Wright State University alumna Beth Patterson loves to see the joy on her students’ faces. She loves to see her students excited about learning and she loves creating a positive classroom environment where everyone feels welcome.
Patterson, a first-grade teacher at Clark-Shawnee Elementary School, received an Excellence in Teaching Award from the Rotary Club in Springfield for her devotion to her students and her hard work in the classroom.
Patterson was honored at a luncheon hosted by Ohio Edison, the Springfield Foundation, the Greater Springfield Partnership and the Springfield Rotary Club.
At the luncheon, Patterson spoke about what teaching means to her. She said that her current student teacher was in her second-grade class, which meant a lot to her.
“The people in the room at the luncheon represented my past, present and future, and I spoke about my journey as a teacher,” Patterson said. “I encouraged others who are just starting their career to know they could make a difference.”
Patterson received her master’s degree in special education from Wright State.

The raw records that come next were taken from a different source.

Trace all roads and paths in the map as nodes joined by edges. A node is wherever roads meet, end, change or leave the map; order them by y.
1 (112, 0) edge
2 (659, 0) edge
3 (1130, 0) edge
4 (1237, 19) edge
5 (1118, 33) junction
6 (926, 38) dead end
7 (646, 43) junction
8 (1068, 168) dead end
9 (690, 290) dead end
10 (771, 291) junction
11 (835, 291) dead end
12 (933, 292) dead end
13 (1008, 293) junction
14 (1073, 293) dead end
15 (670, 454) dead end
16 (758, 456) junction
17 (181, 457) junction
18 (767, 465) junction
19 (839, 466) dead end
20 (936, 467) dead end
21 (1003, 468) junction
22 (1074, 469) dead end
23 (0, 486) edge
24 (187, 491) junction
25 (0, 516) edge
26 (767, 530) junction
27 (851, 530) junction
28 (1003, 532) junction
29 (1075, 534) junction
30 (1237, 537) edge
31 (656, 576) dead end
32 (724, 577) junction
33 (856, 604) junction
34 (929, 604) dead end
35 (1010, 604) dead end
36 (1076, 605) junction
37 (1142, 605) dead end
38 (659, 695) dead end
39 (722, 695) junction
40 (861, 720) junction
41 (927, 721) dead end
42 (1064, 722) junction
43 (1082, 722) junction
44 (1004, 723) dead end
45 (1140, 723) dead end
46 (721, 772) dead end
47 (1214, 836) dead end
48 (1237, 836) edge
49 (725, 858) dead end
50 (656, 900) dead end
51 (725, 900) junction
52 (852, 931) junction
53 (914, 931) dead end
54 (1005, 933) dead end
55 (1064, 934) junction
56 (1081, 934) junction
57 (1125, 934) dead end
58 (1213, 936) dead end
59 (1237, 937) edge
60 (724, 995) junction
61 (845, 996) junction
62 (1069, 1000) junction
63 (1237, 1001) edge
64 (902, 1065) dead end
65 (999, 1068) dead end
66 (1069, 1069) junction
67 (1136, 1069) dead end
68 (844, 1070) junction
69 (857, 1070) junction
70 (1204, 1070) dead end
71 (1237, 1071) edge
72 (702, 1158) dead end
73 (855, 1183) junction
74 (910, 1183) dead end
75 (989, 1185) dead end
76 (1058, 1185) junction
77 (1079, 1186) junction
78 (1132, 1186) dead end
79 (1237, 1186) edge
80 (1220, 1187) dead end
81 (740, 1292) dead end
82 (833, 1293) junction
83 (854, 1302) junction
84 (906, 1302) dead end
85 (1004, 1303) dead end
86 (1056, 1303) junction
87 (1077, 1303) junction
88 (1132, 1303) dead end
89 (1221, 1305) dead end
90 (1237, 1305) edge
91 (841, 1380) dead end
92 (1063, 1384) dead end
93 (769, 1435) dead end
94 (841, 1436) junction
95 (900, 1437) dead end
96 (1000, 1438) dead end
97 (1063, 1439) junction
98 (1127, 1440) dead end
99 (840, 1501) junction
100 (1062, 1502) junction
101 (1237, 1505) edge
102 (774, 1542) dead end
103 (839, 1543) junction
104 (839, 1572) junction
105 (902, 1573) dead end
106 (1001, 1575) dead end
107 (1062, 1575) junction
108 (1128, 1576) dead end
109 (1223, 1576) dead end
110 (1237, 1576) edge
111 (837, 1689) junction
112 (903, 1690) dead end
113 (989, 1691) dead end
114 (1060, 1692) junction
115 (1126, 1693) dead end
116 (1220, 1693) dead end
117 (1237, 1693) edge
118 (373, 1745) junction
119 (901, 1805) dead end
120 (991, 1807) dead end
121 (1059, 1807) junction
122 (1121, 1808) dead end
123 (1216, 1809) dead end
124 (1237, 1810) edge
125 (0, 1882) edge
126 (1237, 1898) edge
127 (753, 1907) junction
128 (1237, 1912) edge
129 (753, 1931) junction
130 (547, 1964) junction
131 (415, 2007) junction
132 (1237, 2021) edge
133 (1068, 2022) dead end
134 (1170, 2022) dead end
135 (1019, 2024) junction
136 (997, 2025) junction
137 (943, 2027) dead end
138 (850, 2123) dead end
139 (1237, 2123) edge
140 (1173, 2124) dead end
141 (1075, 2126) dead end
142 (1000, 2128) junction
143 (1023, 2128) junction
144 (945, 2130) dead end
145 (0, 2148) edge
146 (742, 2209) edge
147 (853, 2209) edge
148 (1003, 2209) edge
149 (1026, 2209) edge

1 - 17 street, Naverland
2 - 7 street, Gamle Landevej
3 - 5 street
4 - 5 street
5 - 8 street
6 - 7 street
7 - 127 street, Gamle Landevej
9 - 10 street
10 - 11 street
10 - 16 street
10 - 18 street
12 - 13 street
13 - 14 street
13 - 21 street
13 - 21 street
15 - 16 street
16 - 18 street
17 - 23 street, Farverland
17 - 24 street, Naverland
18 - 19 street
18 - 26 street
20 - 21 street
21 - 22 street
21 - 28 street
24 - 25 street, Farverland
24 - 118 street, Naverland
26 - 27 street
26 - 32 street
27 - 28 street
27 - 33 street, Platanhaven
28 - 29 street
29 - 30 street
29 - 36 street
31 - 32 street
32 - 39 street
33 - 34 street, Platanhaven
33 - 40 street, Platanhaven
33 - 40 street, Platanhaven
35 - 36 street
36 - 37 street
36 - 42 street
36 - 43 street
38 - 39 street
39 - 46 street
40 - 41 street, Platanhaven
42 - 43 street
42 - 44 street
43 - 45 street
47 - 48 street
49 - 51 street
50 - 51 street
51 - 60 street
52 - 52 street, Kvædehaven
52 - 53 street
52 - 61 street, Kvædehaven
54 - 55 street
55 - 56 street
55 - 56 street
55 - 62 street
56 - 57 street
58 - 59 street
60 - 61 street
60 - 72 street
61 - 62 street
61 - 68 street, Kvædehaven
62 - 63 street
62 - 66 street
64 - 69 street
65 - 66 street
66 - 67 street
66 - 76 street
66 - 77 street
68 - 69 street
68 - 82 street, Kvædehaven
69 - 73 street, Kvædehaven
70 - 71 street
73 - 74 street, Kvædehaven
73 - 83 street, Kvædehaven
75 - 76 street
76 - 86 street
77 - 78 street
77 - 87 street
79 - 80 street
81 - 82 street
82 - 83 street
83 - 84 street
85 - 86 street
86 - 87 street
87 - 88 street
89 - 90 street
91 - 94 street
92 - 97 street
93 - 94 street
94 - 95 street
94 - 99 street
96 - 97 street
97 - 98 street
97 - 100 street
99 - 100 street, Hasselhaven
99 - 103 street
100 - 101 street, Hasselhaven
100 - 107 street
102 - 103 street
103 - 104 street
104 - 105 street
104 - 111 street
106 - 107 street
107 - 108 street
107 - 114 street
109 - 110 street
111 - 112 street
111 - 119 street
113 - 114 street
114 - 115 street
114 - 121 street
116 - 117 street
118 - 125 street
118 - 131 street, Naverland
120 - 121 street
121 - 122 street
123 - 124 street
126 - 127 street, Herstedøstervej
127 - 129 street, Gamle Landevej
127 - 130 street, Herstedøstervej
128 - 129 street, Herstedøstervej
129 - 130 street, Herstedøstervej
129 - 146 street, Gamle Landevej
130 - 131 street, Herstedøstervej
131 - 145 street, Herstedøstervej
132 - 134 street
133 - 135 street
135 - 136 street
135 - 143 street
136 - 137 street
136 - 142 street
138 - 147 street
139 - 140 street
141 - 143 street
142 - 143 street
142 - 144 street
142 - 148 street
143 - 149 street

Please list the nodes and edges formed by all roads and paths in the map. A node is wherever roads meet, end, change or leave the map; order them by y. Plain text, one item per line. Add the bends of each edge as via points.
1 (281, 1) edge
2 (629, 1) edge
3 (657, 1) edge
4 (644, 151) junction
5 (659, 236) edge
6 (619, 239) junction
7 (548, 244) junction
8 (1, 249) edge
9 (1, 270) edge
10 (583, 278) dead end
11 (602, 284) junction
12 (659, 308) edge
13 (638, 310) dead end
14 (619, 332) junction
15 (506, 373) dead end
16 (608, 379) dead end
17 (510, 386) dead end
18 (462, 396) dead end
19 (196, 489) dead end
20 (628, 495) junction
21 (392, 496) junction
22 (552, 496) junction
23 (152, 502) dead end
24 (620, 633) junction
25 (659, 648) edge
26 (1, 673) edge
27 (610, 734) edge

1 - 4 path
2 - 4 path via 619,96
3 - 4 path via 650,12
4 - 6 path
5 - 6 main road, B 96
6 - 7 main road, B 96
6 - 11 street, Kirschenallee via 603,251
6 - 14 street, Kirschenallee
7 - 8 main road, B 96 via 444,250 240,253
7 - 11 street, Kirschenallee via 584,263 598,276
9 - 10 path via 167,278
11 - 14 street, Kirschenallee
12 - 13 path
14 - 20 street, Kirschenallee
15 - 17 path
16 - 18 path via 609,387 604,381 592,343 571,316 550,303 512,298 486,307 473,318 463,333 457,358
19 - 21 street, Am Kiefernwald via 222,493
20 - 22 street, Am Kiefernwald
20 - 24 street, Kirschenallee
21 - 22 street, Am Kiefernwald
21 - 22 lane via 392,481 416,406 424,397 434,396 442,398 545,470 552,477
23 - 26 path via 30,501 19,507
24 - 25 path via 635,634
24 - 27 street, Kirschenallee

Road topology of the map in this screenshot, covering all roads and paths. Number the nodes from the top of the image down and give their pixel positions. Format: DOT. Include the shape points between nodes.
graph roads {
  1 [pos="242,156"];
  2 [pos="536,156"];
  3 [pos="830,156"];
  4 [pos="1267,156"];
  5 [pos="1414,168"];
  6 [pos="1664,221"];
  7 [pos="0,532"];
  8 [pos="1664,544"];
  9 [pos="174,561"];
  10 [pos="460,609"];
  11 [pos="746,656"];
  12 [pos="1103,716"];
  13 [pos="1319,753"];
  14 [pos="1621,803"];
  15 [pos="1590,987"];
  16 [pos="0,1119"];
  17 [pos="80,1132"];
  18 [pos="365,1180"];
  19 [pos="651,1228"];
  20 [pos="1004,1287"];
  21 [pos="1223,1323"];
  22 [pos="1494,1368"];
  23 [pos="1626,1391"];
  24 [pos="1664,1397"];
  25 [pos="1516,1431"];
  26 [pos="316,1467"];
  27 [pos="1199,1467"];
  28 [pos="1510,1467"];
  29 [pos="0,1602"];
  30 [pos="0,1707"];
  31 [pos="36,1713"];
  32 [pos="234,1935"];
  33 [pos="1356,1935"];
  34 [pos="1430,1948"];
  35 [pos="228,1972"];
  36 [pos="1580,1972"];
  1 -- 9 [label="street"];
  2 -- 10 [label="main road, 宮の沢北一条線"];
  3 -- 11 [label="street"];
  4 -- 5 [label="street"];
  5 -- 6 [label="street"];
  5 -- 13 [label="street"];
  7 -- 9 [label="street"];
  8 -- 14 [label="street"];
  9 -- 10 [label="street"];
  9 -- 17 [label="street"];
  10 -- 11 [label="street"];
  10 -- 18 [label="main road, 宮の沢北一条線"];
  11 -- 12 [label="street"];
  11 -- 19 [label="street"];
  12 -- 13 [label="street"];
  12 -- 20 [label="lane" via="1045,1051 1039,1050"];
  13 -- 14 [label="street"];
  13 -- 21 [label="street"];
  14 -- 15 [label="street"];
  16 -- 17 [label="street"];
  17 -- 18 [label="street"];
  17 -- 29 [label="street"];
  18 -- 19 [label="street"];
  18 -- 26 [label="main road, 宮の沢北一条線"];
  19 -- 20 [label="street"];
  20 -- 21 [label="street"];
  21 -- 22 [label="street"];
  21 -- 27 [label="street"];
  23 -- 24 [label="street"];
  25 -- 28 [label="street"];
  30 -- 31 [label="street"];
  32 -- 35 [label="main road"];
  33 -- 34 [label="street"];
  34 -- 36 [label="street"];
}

She said that Wright State’s program was tailored toward working teachers, which allowed her to complete the program in less than two years while she worked as an intervention specialist.
“I am a better teacher because of my master’s degree from Wright State,” Patterson said. “I still draw on knowledge obtained through my master’s program on a regular basis.”
Patterson said the award renewed her enthusiasm for her career and she is incredibly grateful to the Rotary Club for honoring teachers.
“I have been honored, humbled and joyous,” she said. “I enjoy creating a positive classroom environment where everyone feels welcome, loved and able to learn.”
Dusty Columbia, Ed.D., associate professor of teacher education at Wright State, said the faculty in the Teacher Education program are proud that Patterson was honored for her excellence in teaching.
“As an alumna of our Intervention Specialist program, Beth is a teacher who has successfully completed a rigorous teacher training program focused on teaching candidates evidence-based practices and research-supported strategies for teaching and learning,” Columbia said.
“She is also a teacher who aims for and achieves excellence. While this award is wonderful for Beth, it’s even more powerful for her students! With 20 percent of the U.S. population having a disability, teachers like Beth are not only doing the hard work teachers do every day, but advocating, supporting and helping to create inclusive learning communities for students with and without disabilities,” Columbia said.
Wright State’s Intervention Specialist program offers coursework designed to fulfill a license or a full graduate degree program. Courses include studies in special education, research, assessment skills, remediation, professional ethics and the autism spectrum. Intervention specialists can learn to work with individuals diagnosed with learning disabilities or physical disabilities that may make learning difficult in a classroom setting.
The program encourages hands-on experience and exceeds state requirements with an average of over 400 hours in the field. Wright State’s programs are accredited by the Council for Accreditation of Educator Preparation.